Recommended multilanguage setup

Hi,

we are reviewing our Manticore index and search setup and wonder if we could improve on what we have now.

Current setup:

  • documents in 50+ languages
  • no use of morphology
  • all stopwords files used together (so a stop word in one language may in theory be a “good” term in another)
  • no language-specific regex rules (we have some generic ones)

Desired solution

  • use of morphology
  • each language with its own set of stop words and regex
  • basically we would like to improve our search quality by defining language-specific parameters while currently all languages are indexed and searched together (we do have a language attribute though so we know what language a document is in).

Our idea

  • define language specific indices (each with its own morphology, stop words and regex rules)
  • this would mean having 50+ indices but also being able to tune each language better
  • search an index depending on the language(s) used (potentially 1 to 50+ indices would need to be searched)

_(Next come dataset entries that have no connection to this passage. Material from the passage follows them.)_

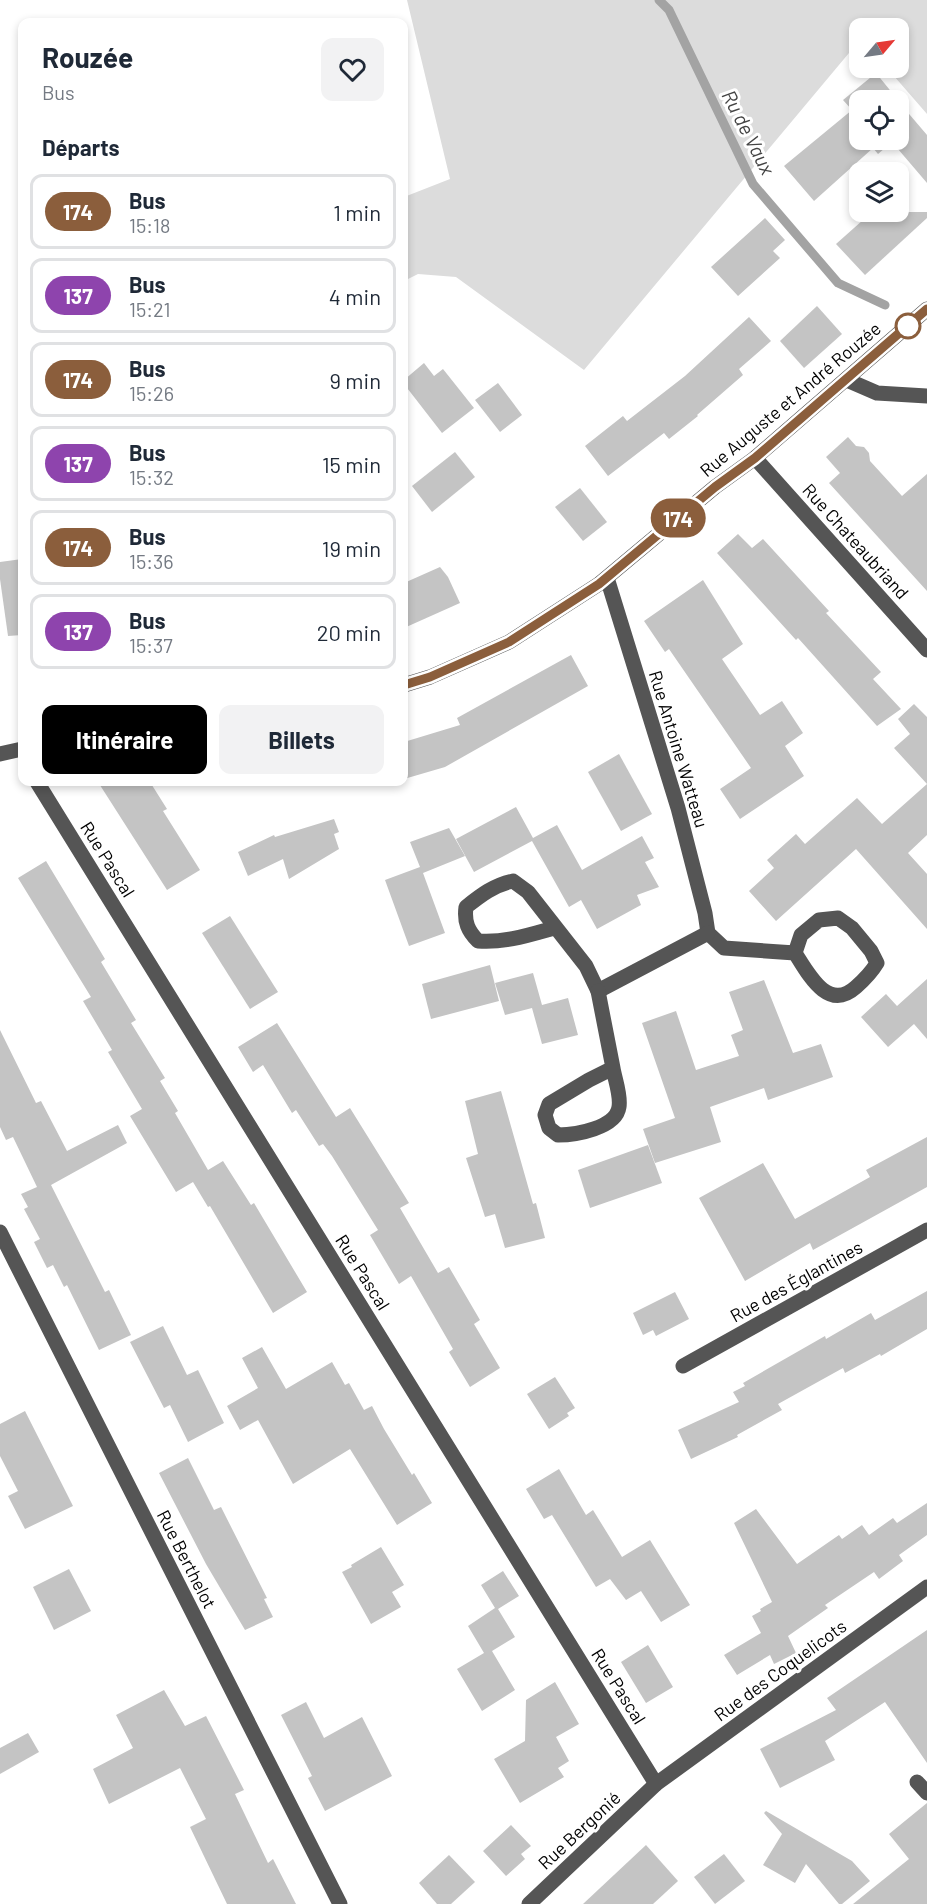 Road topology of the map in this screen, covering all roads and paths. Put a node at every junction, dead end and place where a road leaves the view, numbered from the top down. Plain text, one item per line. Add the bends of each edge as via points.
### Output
1 (927, 309) edge
2 (847, 380) junction
3 (927, 396) edge
4 (755, 458) junction
5 (606, 578) junction
6 (927, 650) edge
7 (408, 684) edge
8 (18, 752) edge
9 (0, 754) edge
10 (39, 786) edge
11 (554, 928) junction
12 (708, 933) junction
13 (795, 953) junction
14 (598, 991) junction
15 (613, 1068) junction
16 (927, 1230) edge
17 (0, 1232) edge
18 (683, 1366) dead end
19 (927, 1587) edge
20 (656, 1784) junction
21 (340, 1904) edge
22 (529, 1904) edge

1 - 2 street, Rue Auguste et André Rouzée
2 - 3 street via 877,393
2 - 4 street, Rue Auguste et André Rouzée
4 - 5 street, Rue Auguste et André Rouzée
4 - 6 street, Rue Chateaubriand
5 - 7 street, Rue Auguste et André Rouzée via 509,642
5 - 12 street, Rue Antoine Watteau via 678,808
8 - 9 street
10 - 20 street, Rue Pascal
11 - 11 street via 528,892 513,881 481,895 466,907 464,917 469,932 478,941 493,942
11 - 14 street via 586,966
12 - 13 street via 724,948
12 - 14 street
13 - 13 street via 827,994 839,997 851,992 877,963 852,928 838,918 819,920 801,935
14 - 15 street
15 - 15 street via 549,1104 545,1115 549,1128 558,1136 569,1135 604,1126 615,1118 620,1106
16 - 18 street, Rue des Églantines
17 - 21 street, Rue Berthelot
19 - 20 street, Rue des Coquelicots
20 - 22 street, Rue Bergonié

This is as far as we got in our idea of a new implementation, we are still trying to get a grasp of its pros and cons, whether it would work at all and what we are missing.

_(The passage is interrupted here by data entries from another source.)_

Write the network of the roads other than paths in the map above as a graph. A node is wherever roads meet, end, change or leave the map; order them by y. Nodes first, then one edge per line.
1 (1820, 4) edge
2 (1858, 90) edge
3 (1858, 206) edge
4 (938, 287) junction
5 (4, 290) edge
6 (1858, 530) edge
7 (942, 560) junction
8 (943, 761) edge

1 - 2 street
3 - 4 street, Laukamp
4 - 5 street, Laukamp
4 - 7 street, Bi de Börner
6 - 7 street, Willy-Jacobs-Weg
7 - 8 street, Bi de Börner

Any ideas or experience of actual multi-language setups that you can share with us would definitely help.

What do you think ? Are other multi-language documents implementations working on a per-language index or with 1 catch-all index ?

Thanks for any input.

Roberto

I think if in your app it’s natural to filter by language (and it’s uncommon to search among texts in many languages at once) the above is a must as it should be much more efficient at least performance wise. And in addition to that you can benefit from different NLP settings.

Once you have all the sub-indexes and if you still need to make a query to all of them you can combine them all in a distributed index.